When we think of social issues today, it is hard not to think of Facebook. One must simply push a few buttons to find controversy, even among one's own group of 'friends'. Facebook is also ubiquitous. Not long ago I once counted myself among the few people left in the world that hadn't jumped aboard the bandwagon (admittedly, I didn't even love the idea of joining Adobe Spark, but I digress). Now that I have experienced Facebook, I'm not sure that my ideas about it have changed. It took me so long to join because I didn't feel that I wanted the aggravation of constantly being bombarded by people's opinions, and I also didn't want to spend my life with my eyes constantly looking at a virtual reality instead of the real one. These days I don't use it much. I've joined simply because it has become as common and necessary as email in this scary world built on networking. I avoid using it as much as I can for the reason that it IS aggravating being bombarded with people's opinions, whether I agree with them or not. However, even if it's not a fun 'place' to spend one's time, it is an excellent way of finding out how people are communicating about today's social issues.

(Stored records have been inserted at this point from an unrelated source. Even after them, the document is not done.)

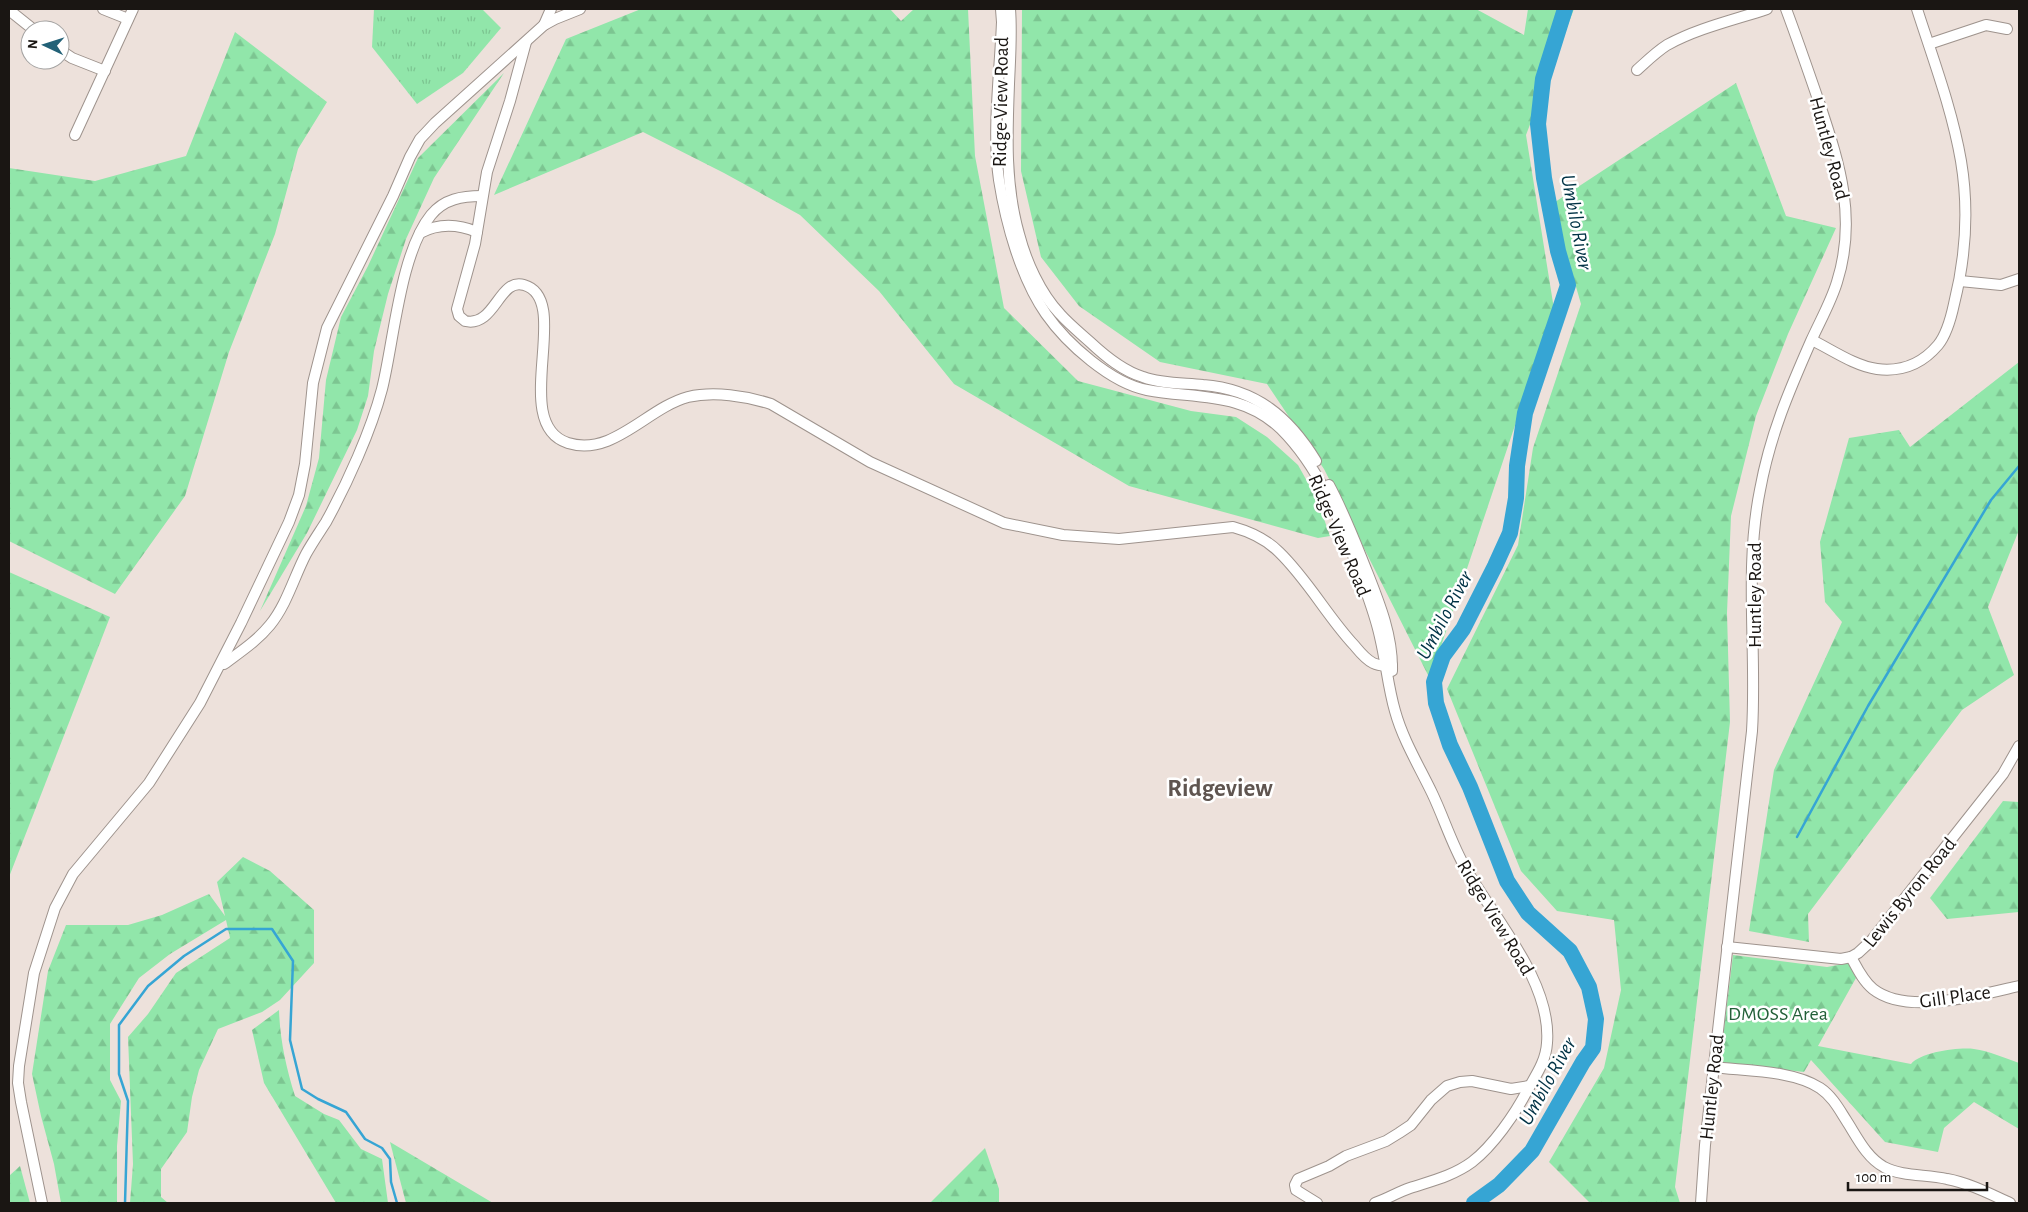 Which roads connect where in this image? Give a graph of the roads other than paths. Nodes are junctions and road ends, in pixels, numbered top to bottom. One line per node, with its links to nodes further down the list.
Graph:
1 (103, 9): 10 (street)
2 (551, 9): 12 (street)
3 (580, 9): 12 (street)
4 (1000, 9): 19 (street, Ridge View Road)
5 (1010, 9): 19 (street, Ridge View Road)
6 (1767, 9): 17 (street)
7 (1786, 9): 26 (street, Huntley Road)
8 (1917, 9): 15 (street)
9 (9, 10): 11 (street)
10 (130, 14): 18 (street)
11 (22, 20)
12 (544, 25): 14 (street)
13 (2007, 29): 15 (street)
14 (526, 42): 21 (street); 27 (street)
15 (1928, 44): 25 (street)
16 (70, 57): 18 (street)
17 (1637, 70)
18 (105, 71): 20 (street)
19 (1004, 83): 28 (street, Ridge View Road)
20 (76, 135)
21 (482, 196): 22 (street); 23 (street)
22 (477, 232): 23 (street); 28 (street)
23 (420, 233): 27 (street)
24 (2019, 279): 25 (street)
25 (1960, 281): 26 (street)
26 (1812, 340): 30 (street, Huntley Road)
27 (221, 666): 35 (street)
28 (1388, 666): 34 (street, Ridge View Road)
29 (2019, 746): 31 (street, Lewis Byron Road)
30 (1727, 947): 31 (street, Lewis Byron Road); 33 (street, Huntley Road)
31 (1851, 957): 32 (street, Gill Place)
32 (2019, 986)
33 (1713, 1067): 38 (street, Huntley Road); 39 (street)
34 (1530, 1086): 36 (street); 37 (street, Ridge View Road)
35 (42, 1203)
36 (1317, 1203)
37 (1375, 1203)
38 (1701, 1203)
39 (2010, 1203)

This painting is simply entitled Facebook, and was created by the satirist, Pawel Kuczynski. Kuczynski is an artist from Poland who has created many images that look at a range of cultural issues. Many of them are on the subject of social media, while others look at political, environmental, and many other different issues.
This painting makes an interesting statement about Facebook. The Facebook logo is represented as a periscope being used to view the outside world, by a man willfully staying inside of what looks to be a prison cell. It is clear that this is referring to the use of Facebook as a means of keeping tabs on what other people are communicating on various subjects. However, certain questions are also raised for me when I look at this image. Facebook exists on the Internet, a world that is entirely virtual (although Internet communication can have real consequences). Is the person in the image looking at the virtual world or the real world through this periscope? Is the outdoor part of the image meant to represent the real or physical world? One might interpret that the man is favouring staying inside and looking at Facebook as opposed to going outside, or he might be looking at the virtual world through the lens of Facebook. Another idea is that he might be looking at the real world on the end of other people's devices, with the lens of Facebook (and the general idea of the virtual world) being an intermediate (and perhaps blurring) step. When one goes online, one is looking at the state of the virtual world, but it is also possible to keep the real people in mind, and certainly people don't go outside as much as they once did. Perhaps there are elements of all of these notions in the image. The artist may not have even thought from all or any of these perspectives, but nonetheless they are there to be found by the viewer.
This painting may not directly deal with the issues listed for this assignment, but it does deal with what is perhaps the biggest melting pot in the world where those issues come together. This melting pot is where a good many of us end up spending our time and energy, especially in our current political climate. This image is deceptively important to consider in the culture of today.